Bruxelles, 18th October 2013 — It was a show of force in keeping with the ambitions of American law firms that increasingly see the European Union’s vast apparatus as a vital lobbying opportunity for themselves and their multinational corporate clients.
Gathered at the Brussels office of Covington & Burling, a prominent Washington-based firm, were some of its lawyers and lobbyists, along with executives from some of the world’s largest oil companies, including Chevron and Statoil. Their aim was to help shape the European Union’s policies on the gas and oil drilling technology known as hydraulic fracturing, or fracking.
They were meeting with Kurt Vandenberghe, then a top environmental official for Europe and a prime player in the debate over fracking, which is even more contentious in Europe than in the United States.
The host that day in June was Jean De Ruyt, a former Belgian diplomat whose career stretched from central Africa to the inner sanctum of the European Union and who is now an adviser at Covington. He and others on the recently expanded lobbying team there have delivered at least four senior European Union policy makers to the firm’s doorstep in recent months, including a top energy official, who arrived in September with a copy of a draft fracking plan that has yet to be made public.

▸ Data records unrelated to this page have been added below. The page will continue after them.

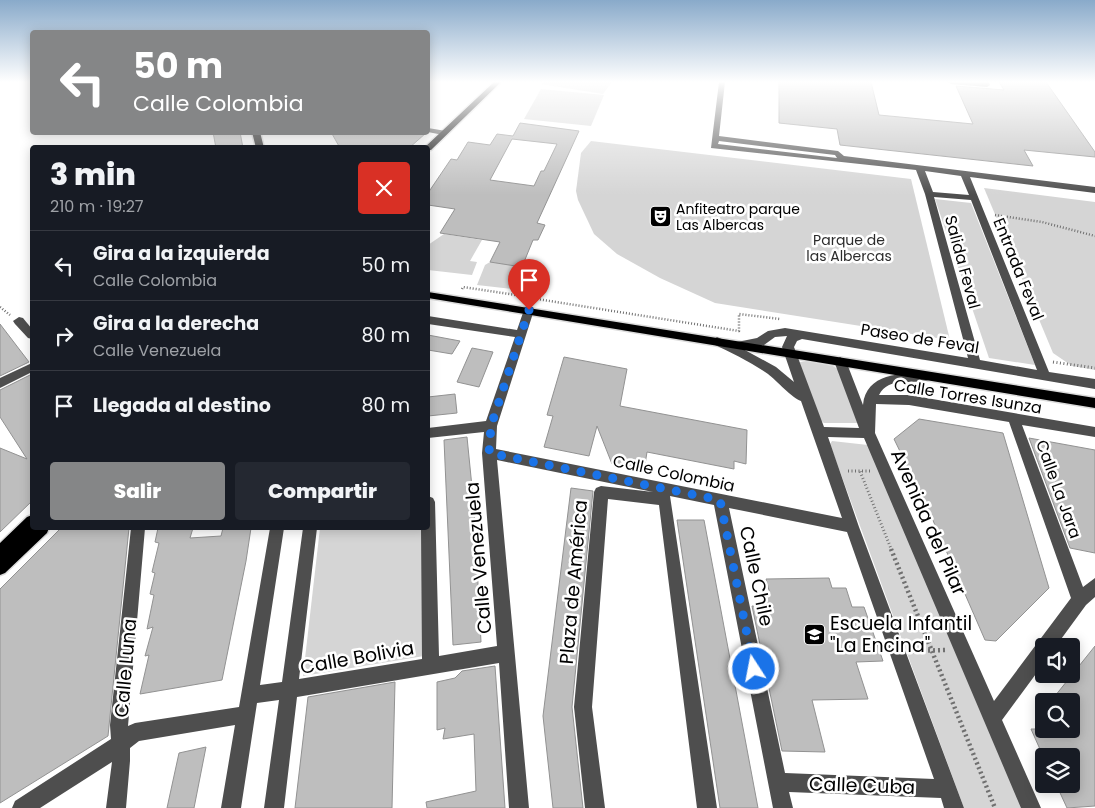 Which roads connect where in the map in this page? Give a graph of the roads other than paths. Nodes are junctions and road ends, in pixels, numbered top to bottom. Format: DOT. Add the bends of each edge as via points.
graph roads {
  1 [pos="458,120"];
  2 [pos="717,120"];
  3 [pos="430,130"];
  4 [pos="444,133"];
  5 [pos="430,146"];
  6 [pos="920,169"];
  7 [pos="964,174"];
  8 [pos="1095,182"];
  9 [pos="1074,184"];
  10 [pos="1095,190"];
  11 [pos="929,194"];
  12 [pos="974,198"];
  13 [pos="430,292"];
  14 [pos="430,295"];
  15 [pos="453,298"];
  16 [pos="529,310"];
  17 [pos="430,320"];
  18 [pos="19,321"];
  19 [pos="30,332"];
  20 [pos="520,334"];
  21 [pos="801,335"];
  22 [pos="717,341"];
  23 [pos="741,345"];
  24 [pos="789,353"];
  25 [pos="840,361"];
  26 [pos="975,363"];
  27 [pos="30,368"];
  28 [pos="1045,376"];
  29 [pos="935,377"];
  30 [pos="0,383"];
  31 [pos="1095,384"];
  32 [pos="870,399"];
  33 [pos="807,402"];
  34 [pos="1095,403"];
  35 [pos="1014,419"];
  36 [pos="491,426"];
  37 [pos="820,432"];
  38 [pos="1095,432"];
  39 [pos="430,433"];
  40 [pos="868,433"];
  41 [pos="489,453"];
  42 [pos="720,500"];
  43 [pos="30,524"];
  44 [pos="852,527"];
  45 [pos="40,530"];
  46 [pos="138,530"];
  47 [pos="277,530"];
  48 [pos="310,530"];
  49 [pos="429,530"];
  50 [pos="0,553"];
  51 [pos="0,568"];
  52 [pos="1095,586"];
  53 [pos="1080,600"];
  54 [pos="1052,638"];
  55 [pos="507,653"];
  56 [pos="1035,661"];
  57 [pos="432,666"];
  58 [pos="289,690"];
  59 [pos="249,696"];
  60 [pos="246,715"];
  61 [pos="992,718"];
  62 [pos="121,741"];
  63 [pos="778,782"];
  64 [pos="947,789"];
  65 [pos="22,808"];
  66 [pos="116,808"];
  67 [pos="231,808"];
  68 [pos="274,808"];
  69 [pos="519,808"];
  70 [pos="595,808"];
  71 [pos="707,808"];
  72 [pos="783,808"];
  73 [pos="954,808"];
  74 [pos="1031,808"];
  1 -- 4 [label="main road"];
  2 -- 6 [label="street" via="714,146 805,153 842,161 841,158"];
  3 -- 4 [label="street"];
  4 -- 5 [label="main road"];
  6 -- 7 [label="street"];
  6 -- 11 [label="street, Salida Feval"];
  7 -- 9 [label="street"];
  7 -- 12 [label="street, Entrada Feval"];
  8 -- 9 [label="street"];
  9 -- 10 [label="street"];
  11 -- 12 [label="street"];
  11 -- 26 [label="street, Salida Feval"];
  12 -- 28 [label="street, Entrada Feval"];
  13 -- 15 [label="main road"];
  14 -- 15 [label="main road"];
  15 -- 16 [label="main road"];
  16 -- 20 [label="street, Calle Venezuela"];
  16 -- 22 [label="main road"];
  17 -- 20 [label="street"];
  18 -- 19 [label="street"];
  20 -- 36 [label="street, Calle Venezuela"];
  21 -- 23 [label="street, Paseo de Feval" via="772,334 760,342"];
  21 -- 24 [label="street" via="792,338"];
  21 -- 26 [label="street, Paseo de Feval"];
  22 -- 23 [label="main road"];
  22 -- 33 [label="street" via="768,366 786,379"];
  23 -- 24 [label="main road"];
  24 -- 25 [label="main road"];
  24 -- 33 [label="street"];
  25 -- 29 [label="main road"];
  25 -- 40 [label="street, Avenida del Pilar"];
  26 -- 28 [label="street, Paseo de Feval"];
  27 -- 30 [label="street"];
  28 -- 31 [label="street, Paseo de Feval"];
  29 -- 32 [label="street" via="895,378 878,385"];
  29 -- 34 [label="main road"];
  32 -- 35 [label="street, Calle Torres Isunza" via="909,400"];
  32 -- 40 [label="street, Calle Torres Isunza"];
  33 -- 37 [label="street"];
  35 -- 38 [label="street, Calle Torres Isunza"];
  35 -- 53 [label="street, Calle La Jara"];
  36 -- 39 [label="street"];
  36 -- 41 [label="street, Calle Venezuela"];
  37 -- 40 [label="street"];
  37 -- 44 [label="street"];
  40 -- 61 [label="street, Avenida del Pilar"];
  41 -- 42 [label="street, Calle Colombia"];
  41 -- 55 [label="street, Calle Venezuela"];
  42 -- 44 [label="street, Calle Colombia"];
  42 -- 63 [label="street, Calle Chile"];
  43 -- 50 [label="main road"];
  44 -- 64 [label="street"];
  45 -- 51 [label="main road"];
  46 -- 62 [label="street, Calle Luna" via="119,725"];
  47 -- 59 [label="street"];
  48 -- 58 [label="street"];
  49 -- 57 [label="street, Calle Bolivia"];
  52 -- 53 [label="street"];
  53 -- 54 [label="street"];
  55 -- 57 [label="street, Calle Bolivia"];
  55 -- 69 [label="street, Calle Venezuela"];
  56 -- 61 [label="street"];
  57 -- 58 [label="street, Calle Bolivia"];
  58 -- 59 [label="street, Calle Bolivia"];
  58 -- 68 [label="street"];
  59 -- 60 [label="street"];
  60 -- 62 [label="street" via="135,732"];
  60 -- 67 [label="street"];
  61 -- 74 [label="street, Avenida del Pilar"];
  62 -- 65 [label="street"];
  62 -- 66 [label="street, Calle Luna"];
  63 -- 64 [label="street, Calle Cuba"];
  63 -- 72 [label="street, Calle Chile"];
  64 -- 73 [label="street"];
  70 -- 71 [label="street, Plaza de América" via="583,707 602,492 665,500"];
} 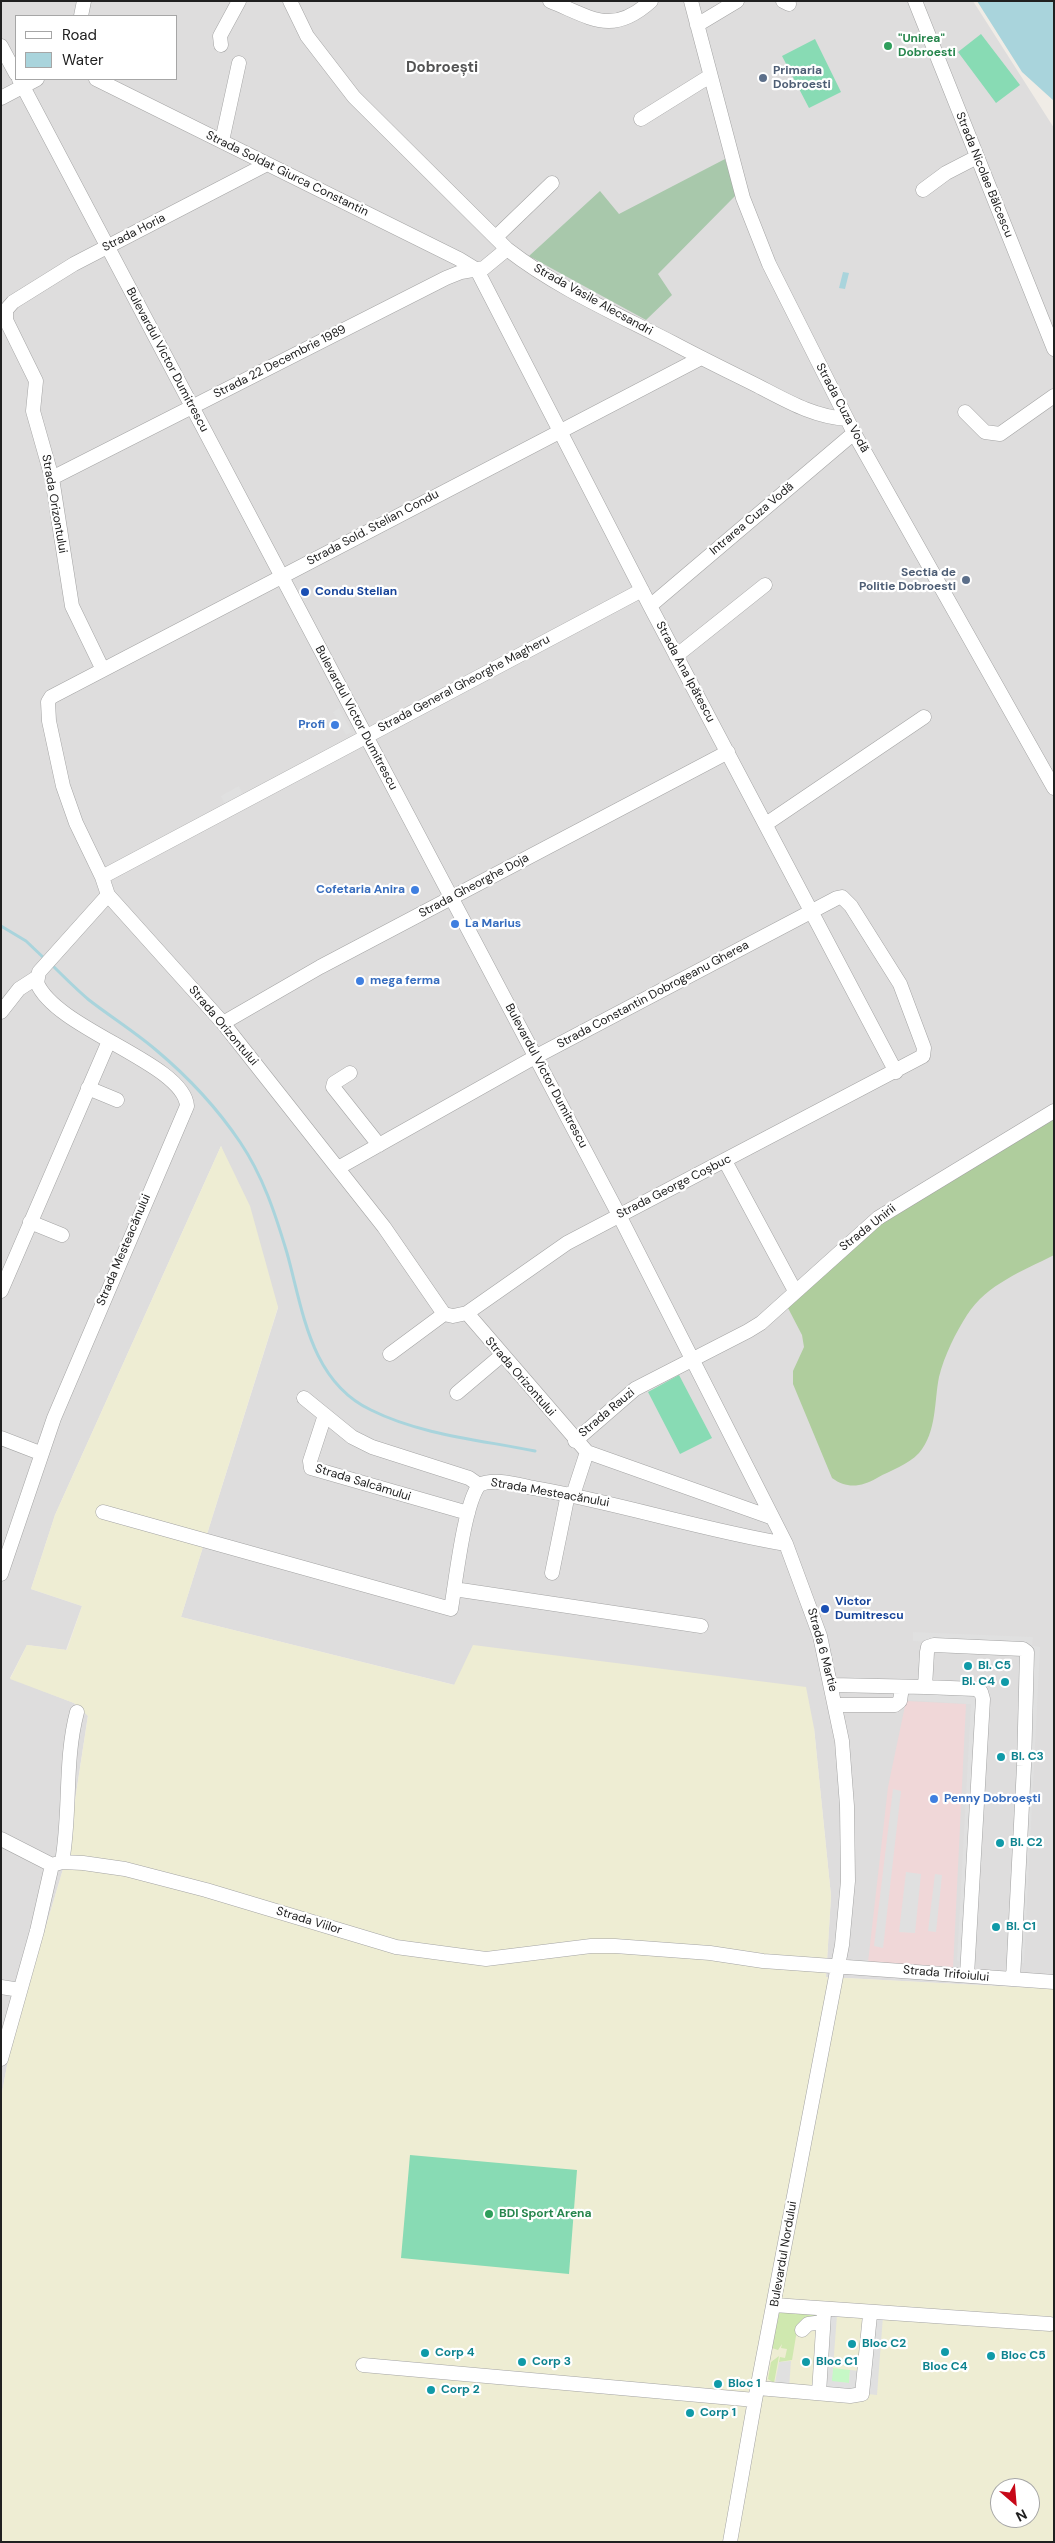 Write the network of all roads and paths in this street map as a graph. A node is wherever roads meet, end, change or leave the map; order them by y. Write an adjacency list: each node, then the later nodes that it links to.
1 (84, 1): 10 (street)
2 (239, 1): 13 (street)
3 (290, 1): 28 (street, Strada Vasile Alecsandri)
4 (550, 1): 5 (street)
5 (651, 1)
6 (691, 1): 12 (street, Strada Cuza Vodă)
7 (737, 1): 12 (street)
8 (915, 1): 11 (street, Strada Nicolae Bălcescu)
9 (921, 1): 11 (street)
10 (81, 15)
11 (921, 16): 24 (street, Strada Nicolae Bălcescu)
12 (697, 25): 17 (street, Strada Cuza Vodă)
13 (221, 45)
14 (1, 46): 16 (street, Bulevardul Victor Dumitrescu)
15 (239, 63): 23 (street)
16 (15, 72)
17 (710, 76): 22 (street); 38 (street, Strada Cuza Vodă)
18 (18, 80): 21 (street)
19 (20, 80): 29 (street, Bulevardul Victor Dumitrescu)
20 (98, 80): 23 (street, Strada Soldat Giurca Constantin)
21 (1, 98)
22 (640, 119)
23 (222, 141): 25 (street, Strada Soldat Giurca Constantin)
24 (977, 157): 27 (street); 33 (street, Strada Nicolae Bălcescu)
25 (267, 164): 29 (street, Strada Horia); 31 (street, Strada Soldat Giurca Constantin)
26 (552, 183): 28 (street)
27 (923, 190)
28 (496, 237): 30 (street, Strada Vasile Alecsandri)
29 (107, 246): 32 (street, Strada Horia); 36 (street, Bulevardul Victor Dumitrescu)
30 (508, 248): 31 (street, Strada 22 Decembrie 1989); 34 (street, Strada Vasile Alecsandri)
31 (477, 270): 36 (street, Strada 22 Decembrie 1989); 39 (street, Strada Ana Ipătescu)
32 (6, 310): 41 (street, Strada Orizontului)
33 (1054, 349)
34 (701, 358): 38 (street, Strada Vasile Alecsandri); 39 (street, Strada Sold. Stelian Condu)
35 (1054, 396): 37 (street)
36 (192, 406): 41 (street, Strada 22 Decembrie 1989); 42 (street, Bulevardul Victor Dumitrescu)
37 (965, 412)
38 (847, 419): 40 (street, Strada Cuza Vodă)
39 (559, 431): 42 (street, Strada Sold. Stelian Condu); 44 (street, Strada Ana Ipătescu)
40 (854, 433): 45 (street, Intrarea Cuza Vodă); 52 (street, Strada Cuza Vodă)
41 (52, 478): 47 (street, Strada Orizontului)
42 (281, 576): 47 (street, Strada Sold. Stelian Condu); 50 (street, Bulevardul Victor Dumitrescu)
43 (765, 585): 46 (street)
44 (642, 590): 45 (street, Strada Ana Ipătescu); 50 (street, Strada General Gheorghe Magheru)
45 (650, 606): 46 (street, Strada Ana Ipătescu)
46 (676, 656): 51 (street, Strada Ana Ipătescu)
47 (103, 670): 48 (street, Strada Sold. Stelian Condu)
48 (48, 702): 54 (street, Strada Orizontului)
49 (924, 717): 53 (street)
50 (365, 736): 54 (street, Strada General Gheorghe Magheru); 56 (street, Bulevardul Victor Dumitrescu)
51 (728, 752): 53 (street, Strada Ana Ipătescu); 56 (street, Strada Gheorghe Doja)
52 (1054, 788)
53 (766, 824): 57 (street, Strada Ana Ipătescu)
54 (102, 877): 55 (street, Strada Orizontului)
55 (108, 895): 58 (street); 60 (street, Strada Orizontului)
56 (452, 898): 60 (street, Strada Gheorghe Doja); 62 (street, Bulevardul Victor Dumitrescu)
57 (812, 910): 62 (street, Strada Constantin Dobrogeanu Gherea); 63 (street, Strada Ana Ipătescu); 63 (street, Strada Constantin Dobrogeanu Gherea)
58 (37, 975): 59 (street); 61 (street, Strada Mesteacănului)
59 (1, 1012)
60 (223, 1023): 70 (street, Strada Orizontului)
61 (109, 1041): 65 (street); 87 (street, Strada Mesteacănului)
62 (535, 1057): 68 (street, Strada Constantin Dobrogeanu Gherea); 71 (street, Bulevardul Victor Dumitrescu)
63 (896, 1072): 69 (street, Strada George Coșbuc)
64 (350, 1073): 68 (street)
65 (88, 1088): 66 (street); 72 (street)
66 (117, 1100)
67 (1054, 1111): 75 (street, Strada Unirii)
68 (379, 1145): 70 (street, Strada Constantin Dobrogeanu Gherea)
69 (724, 1161): 71 (street, Strada George Coșbuc); 75 (street)
70 (338, 1168): 76 (street, Strada Orizontului)
71 (619, 1215): 77 (street, Strada George Coșbuc); 80 (street, Bulevardul Victor Dumitrescu)
72 (30, 1222): 73 (street); 74 (street)
73 (62, 1234)
74 (1, 1291)
75 (796, 1291): 80 (street, Strada Unirii)
76 (444, 1314): 77 (street); 78 (street)
77 (463, 1314): 79 (street, Strada Orizontului)
78 (390, 1354)
79 (502, 1355): 81 (street); 85 (street, Strada Orizontului)
80 (693, 1359): 85 (street, Strada Rauzi); 92 (street, Strada 6 Martie)
81 (457, 1393)
82 (304, 1398): 83 (street, Strada Mesteacănului)
83 (325, 1416): 88 (street, Strada Mesteacănului); 91 (street, Strada Salcâmului)
84 (1, 1438): 87 (street)
85 (575, 1440): 86 (street, Strada Orizontului)
86 (587, 1452): 89 (street); 92 (street)
87 (40, 1453): 95 (street, Strada Mesteacănului)
88 (478, 1484): 89 (street, Strada Mesteacănului); 91 (street)
89 (571, 1495): 93 (street, Strada Mesteacănului); 94 (street)
90 (102, 1512): 96 (street)
91 (468, 1513): 96 (street)
92 (773, 1518): 93 (street, Strada 6 Martie)
93 (786, 1544): 98 (street, Strada 6 Martie)
94 (552, 1573)
95 (1, 1574)
96 (454, 1589): 97 (street)
97 (700, 1626)
98 (832, 1685): 99 (street); 101 (street, Strada 6 Martie)
99 (902, 1686): 100 (street); 101 (street)
100 (925, 1687): 106 (street); 107 (street)
101 (836, 1705): 105 (street, Strada 6 Martie)
102 (76, 1712): 104 (street)
103 (1, 1839): 104 (street)
104 (57, 1864): 105 (street, Strada Viilor); 110 (street)
105 (838, 1966): 106 (street, Strada Trifoiului); 112 (street, Bulevardul Nordului)
106 (967, 1975): 107 (street, Strada Trifoiului)
107 (1013, 1979): 108 (street, Strada Trifoiului)
108 (1054, 1982)
109 (1, 1987): 110 (street)
110 (20, 1990): 111 (street)
111 (1, 2059)
112 (774, 2305): 114 (street); 118 (street, Bulevardul Nordului)
113 (870, 2315): 117 (street)
114 (1050, 2324)
115 (802, 2330): 117 (street)
116 (364, 2365): 118 (street)
117 (819, 2393): 118 (street)
118 (756, 2394): 119 (street, Bulevardul Nordului)
119 (730, 2542)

“It’s key to us to be ahead of when the political debate starts,” Mr. De Ruyt said in an interview later. “Because by then, we can’t have an impact.”
As the European Union has emerged as a regulatory superpower affecting 28 countries that collectively form theworld’s largest economy, its policies have become ever more important to corporations operating across borders. In turn, the influence business in Brussels has become ever larger and more competitive, rivaled only by Washington’s.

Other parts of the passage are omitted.